Semesta 13
Beter eerst de sterren raken en een paar opmerkingen achterlaten ⭐
Better hit the ⭐ first and leave some comments
280 votes for next update
WARNING!
Nikmatilah cerita ini TANPA menentang Alurnya. Protes? Monggo bikin ceritane dewe!
🌻🌻🌻🌻🌻
Syahira terduduk di kursinya, UGD hari ini sepi tak seperti biasanya. Hanya ada beberapa bed terisi itupun semua sudah beres tinggal menunggu kamar disiapkan begitu juga dengan berkasnya yang telah Syahira selesaikan untuk pelimpahan pada dokter spesialis yang akan menangani nantinya.

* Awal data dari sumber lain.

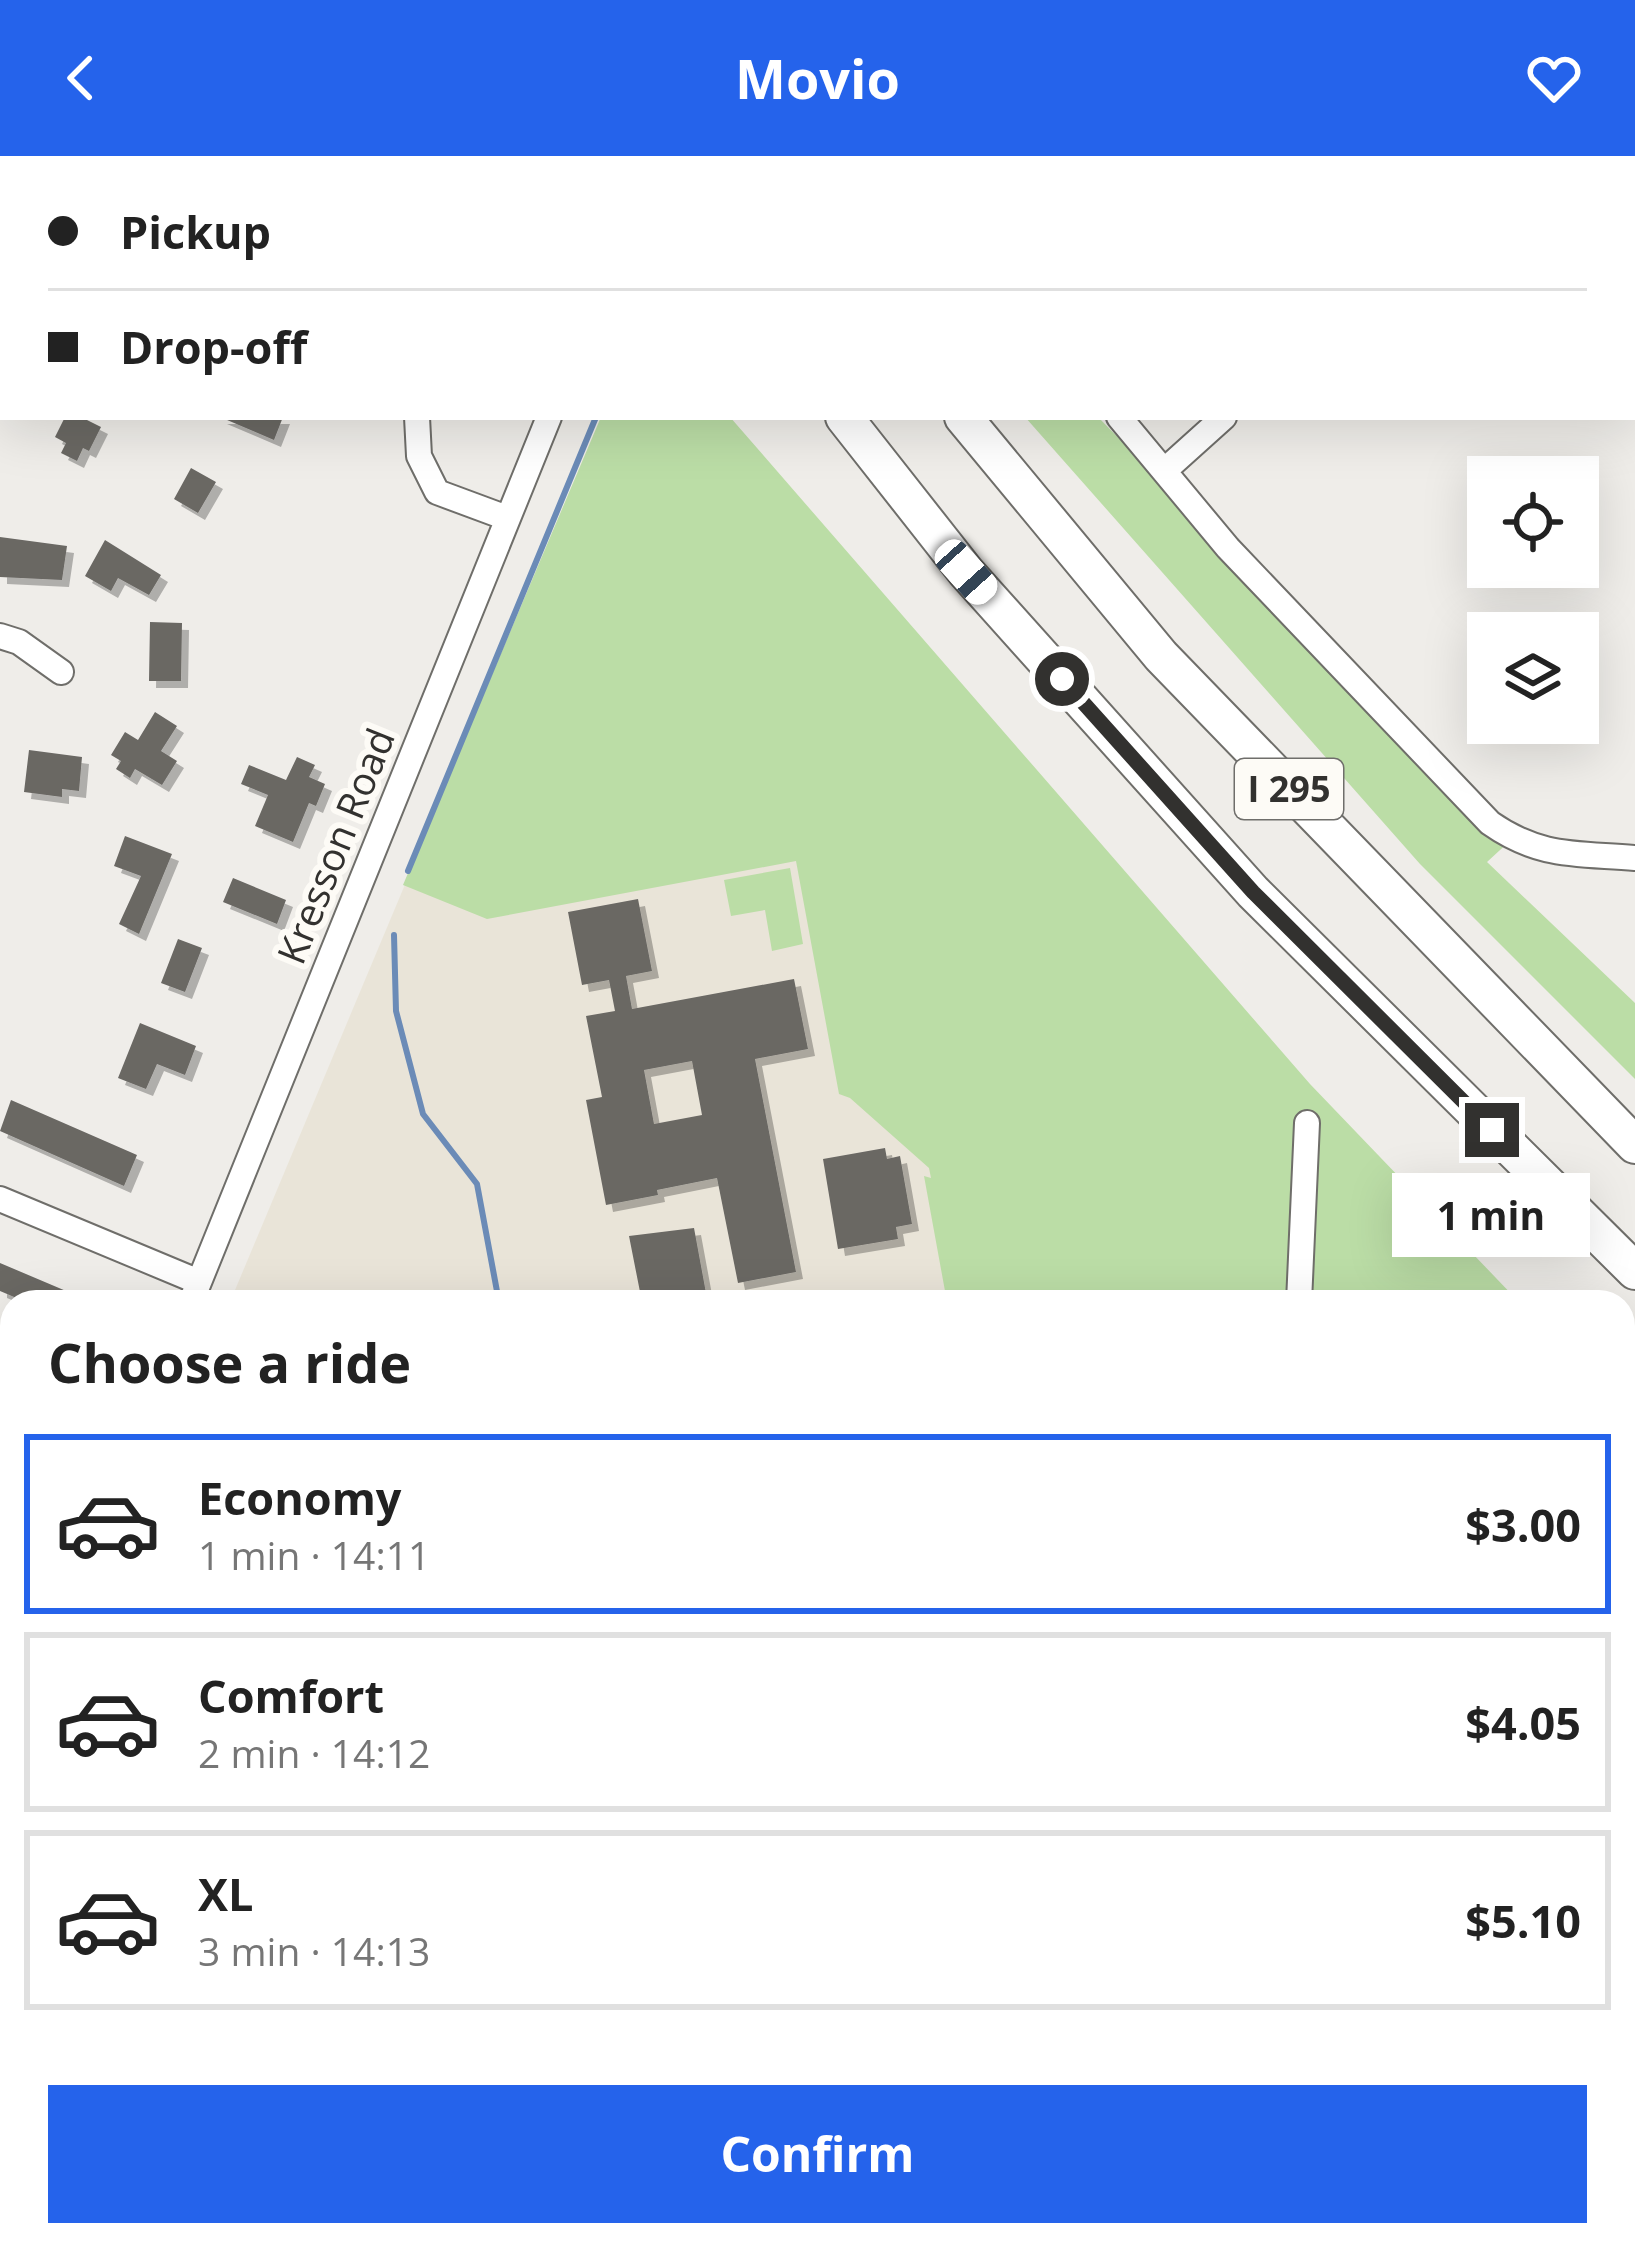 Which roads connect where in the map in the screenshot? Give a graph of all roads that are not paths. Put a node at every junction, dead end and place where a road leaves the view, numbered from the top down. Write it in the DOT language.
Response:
graph roads {
  1 [pos="417,420"];
  2 [pos="548,420"];
  3 [pos="846,420"];
  4 [pos="965,420"];
  5 [pos="1122,420"];
  6 [pos="1212,421"];
  7 [pos="1164,471"];
  8 [pos="507,518"];
  9 [pos="0,636"];
  10 [pos="61,672"];
  11 [pos="1635,858"];
  12 [pos="1307,1123"];
  13 [pos="1635,1144"];
  14 [pos="0,1198"];
  15 [pos="1635,1271"];
  16 [pos="191,1290"];
  17 [pos="196,1290"];
  18 [pos="1300,1290"];
  1 -- 8 [label="street"];
  2 -- 8 [label="street, Kresson Road"];
  3 -- 15 [label="highway, I 295"];
  4 -- 13 [label="highway, I 295"];
  5 -- 7 [label="street"];
  6 -- 7 [label="street"];
  7 -- 11 [label="street"];
  8 -- 17 [label="street, Kresson Road"];
  9 -- 10 [label="street"];
  12 -- 18 [label="street"];
  14 -- 16 [label="street"];
}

Helaan napas sungguh berat terdengar, netranya menuju pada satu bed yang kosong, di bed itulah Syahira melihat Bryan yang begitu ia kagumi diam-diam sangat care terhadap Hannah. Cemburu? Yaa, mungkin itu satu kata yang hingga hari ini membuat hatinya berkedut perih tapi siapalah dirinya yang bukan siapa-siapa tapi menaruh rasa cemburu itu pada Bryan? Tak pantas rasanya.
Hari-hari Syahira bahkan nampak monoton saja, gurat senyum nan manis itu hanya nampak sesekali saat bertatapan dengan para pasiennya setiap hari. Setelahnya, ia kembali menjadi Syahira yang pendiam seperti hari ini sampai membuat Suster dan Dokter lainnya bingung ada apa dengan Syahira.

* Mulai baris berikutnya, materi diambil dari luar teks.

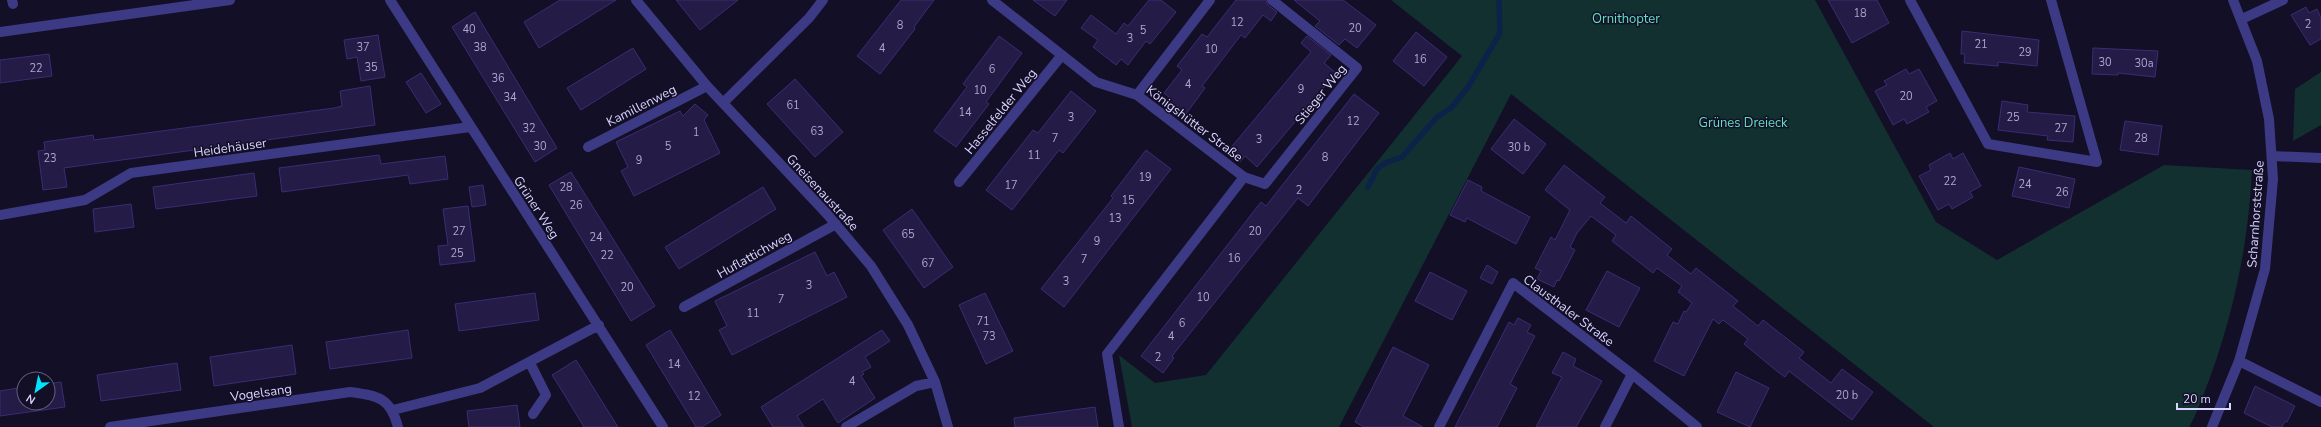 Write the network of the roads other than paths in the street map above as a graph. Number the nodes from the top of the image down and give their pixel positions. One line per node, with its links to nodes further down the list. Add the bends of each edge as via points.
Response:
1 (230, 0): 14 (street)
2 (390, 0): 19 (street, Grüner Weg)
3 (636, 0): 16 (street, Gneisenaustraße)
4 (823, 0): 18 (street, via 809,18)
5 (992, 0): 12 (street, Königshütter Straße)
6 (1210, 0): 17 (street)
7 (1272, 0): 25 (street, Stieger Weg, via 1357,68)
8 (1910, 0): 9 (street, via 1988,144 2097,162)
9 (2051, 0)
10 (2233, 0): 13 (street, Scharnhorststraße)
11 (2283, 0): 13 (street)
12 (1004, 4): 15 (street, Königshütter Straße)
13 (2242, 19): 21 (street, Scharnhorststraße, via 2259,68 2269,119)
14 (0, 32)
15 (1062, 55): 17 (street, Königshütter Straße, via 1096,82); 24 (street, Hasselfelder Weg)
16 (706, 86): 18 (street, Gneisenaustraße); 20 (street, Kamillenweg)
17 (1137, 95): 23 (street, Königshütter Straße)
18 (723, 103): 27 (street, Gneisenaustraße)
19 (470, 127): 26 (street, Heidehäuser, via 131,174 85,200); 29 (street, Grüner Weg)
20 (588, 147)
21 (2272, 156): 22 (street); 30 (street, Scharnhorststraße, via 2273,179 2264,269)
22 (2321, 158)
23 (1244, 177): 25 (street, Königshütter Straße); 42 (street, Königshütter Straße, via 1107,354)
24 (959, 182)
25 (1265, 184)
26 (0, 215)
27 (836, 224): 28 (street, Huflattichweg); 33 (street, Gneisenaustraße, via 872,266)
28 (684, 307)
29 (599, 326): 31 (street); 39 (street, Grüner Weg)
30 (2239, 361): 34 (street); 46 (street, Scharnhorststraße)
31 (530, 363): 35 (street, via 480,388); 36 (street, via 546,395)
32 (1632, 374): 43 (street, Clausthaler Straße, via 1513,283); 44 (street); 45 (street, Clausthaler Straße)
33 (935, 382): 40 (street, via 916,386); 41 (street, Gneisenaustraße)
34 (2321, 402)
35 (393, 410): 37 (street, Vogelsang, via 376,395 350,392); 38 (street)
36 (533, 414)
37 (110, 427)
38 (398, 427)
39 (663, 427)
40 (846, 427)
41 (948, 427)
42 (1119, 427)
43 (1439, 427)
44 (1605, 427)
45 (1697, 427)
46 (2212, 427) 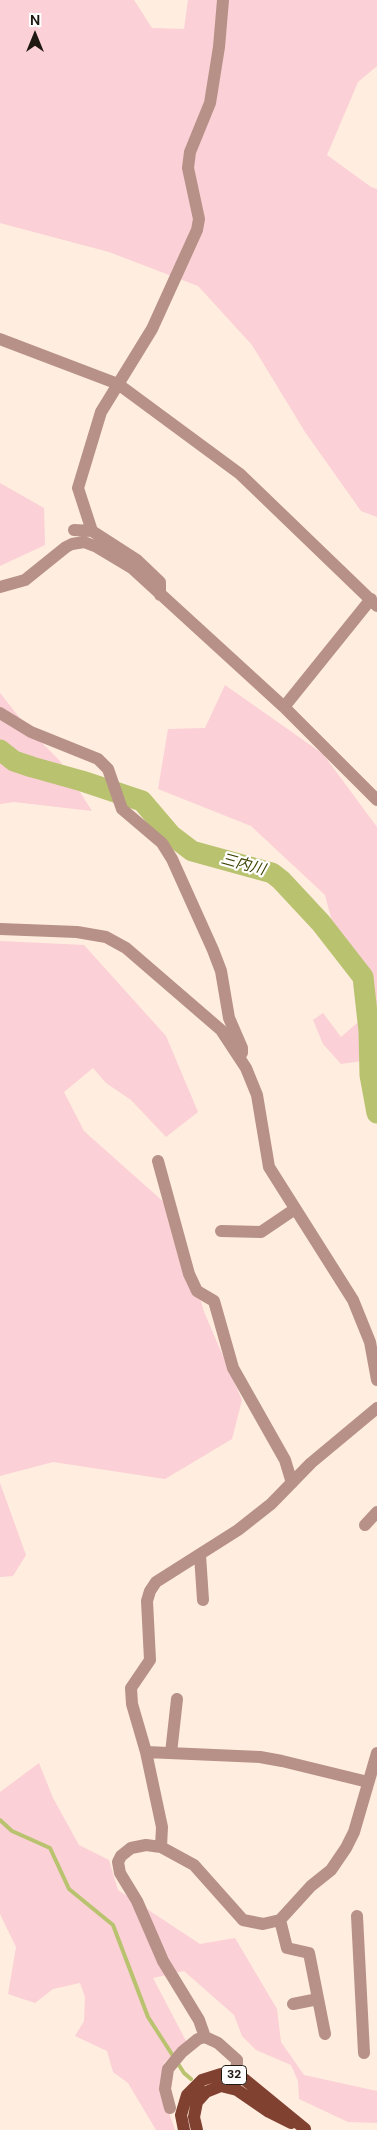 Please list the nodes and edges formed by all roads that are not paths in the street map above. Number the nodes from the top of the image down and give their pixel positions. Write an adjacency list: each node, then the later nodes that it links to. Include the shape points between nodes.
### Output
1 (223, 0): 3 (street, via 210,103 190,152 188,168 198,219 197,230 152,328)
2 (0, 339): 3 (street)
3 (118, 384): 5 (street, via 101,412 78,488); 8 (street, via 240,474)
4 (74, 530): 5 (street)
5 (92, 531): 7 (street, via 137,560 160,582)
6 (0, 588): 7 (street, via 25,580 66,547 89,542 132,568)
7 (160, 595): 9 (street)
8 (374, 603): 9 (street)
9 (284, 707): 11 (street)
10 (0, 713): 13 (street, via 31,732 98,759 108,770 122,809 162,843 172,858 221,971 229,1018 242,1048)
11 (377, 800)
12 (0, 929): 13 (street, via 77,932 106,937 126,948 221,1030)
13 (241, 1059): 15 (street, via 257,1095 269,1167)
14 (158, 1161): 19 (street, via 189,1274 197,1291 214,1301 233,1368 285,1460)
15 (295, 1209): 16 (street, via 261,1232); 17 (street, via 353,1300 370,1342)
16 (221, 1231)
17 (377, 1380)
18 (377, 1408): 19 (street)
19 (292, 1483): 22 (street, via 272,1504)
20 (377, 1512): 21 (street)
21 (365, 1524)
22 (200, 1555): 23 (street); 25 (street, via 156,1582 147,1600 150,1660 131,1688 132,1704)
23 (203, 1600)
24 (176, 1699): 27 (street)
25 (146, 1752): 27 (street); 29 (street, via 162,1827)
26 (377, 1752): 28 (street)
27 (171, 1753): 28 (street, via 260,1757)
28 (372, 1777): 31 (street, via 346,1848 331,1870 311,1886)
29 (161, 1847): 31 (street, via 194,1865 243,1920 263,1924); 35 (street, via 131,1848 121,1856 117,1867 140,1906 163,1962 199,2020)
30 (357, 1916): 36 (street)
31 (280, 1920): 32 (street, via 287,1948 309,1953)
32 (318, 1999): 33 (street); 34 (street)
33 (293, 2004)
34 (325, 2034)
35 (205, 2037): 37 (street, via 218,2043 236,2060); 38 (street, via 186,2048 172,2064 165,2089)
36 (364, 2053)
37 (233, 2081): 39 (main road, 32, via 215,2075 196,2084 184,2101 181,2115); 40 (main road, 32, via 201,2096 194,2109); 41 (main road, 32, via 250,2084)
38 (170, 2108)
39 (184, 2130)
40 (197, 2130)
41 (306, 2130)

"Dok, pasien sudah siap pindah ke kamar perawatan." interupsi Suster Resna membuyarkan lamunan Syahira.
"Eh, iya iya. Aduh maaf ya sus, ini rekam mediknya langsung kasihkan ke dr. Nia ya." pesan Syahira sambil menyerahkan map berwarna biru langit menandakan bahwa itu milik poli penyakit dalam.
Suster di depan Syahira ini hanya mengangguk dan sesekali memperhatikan rekannya itu. Ada yang beda namun ia tak enak untuk bertanya, tak sopan rasanya.
"Astagfirullah.. Aku kenapa sih." gumam Syahira pelan sampai mungkin tak terdengar siapapun.
Jam dipergelangan tangan Syahira terus bergerak hingga ia tak menyadari hari semakin sore namun sampai jam pulang menjelang, ia belum lagi melihat Bryan datang ke UGD untuk menggantikannya yang ada justru dokter lain yang lebih dulu datang.
"Sendirian dok?" tanya dr. Syahira pada sejawatnya itu.
"Iya, dr. Bryan masih ada poli jadi saya duluan ke sini. Long shift kita sampai besok pagi." jawab dokter bernama Felly itu lalu duduk di samping Syahira yang sedang beres-beres.
"Aku duluan ya." pamit Syahira langsung keluar dari UGD dan segera menuju finger print untuk absen pulang.
Saat keluar dari UGD, mata Syahira langsung menangkap sosok Bryan yang tengah berjalan menuju ke arah UGD. Syahira lantas memejamkan matanya dan menetralkan kembali perasaannya kalau-kalau Bryan menyapanya agar tidak kelihatan sedang salah tingkah.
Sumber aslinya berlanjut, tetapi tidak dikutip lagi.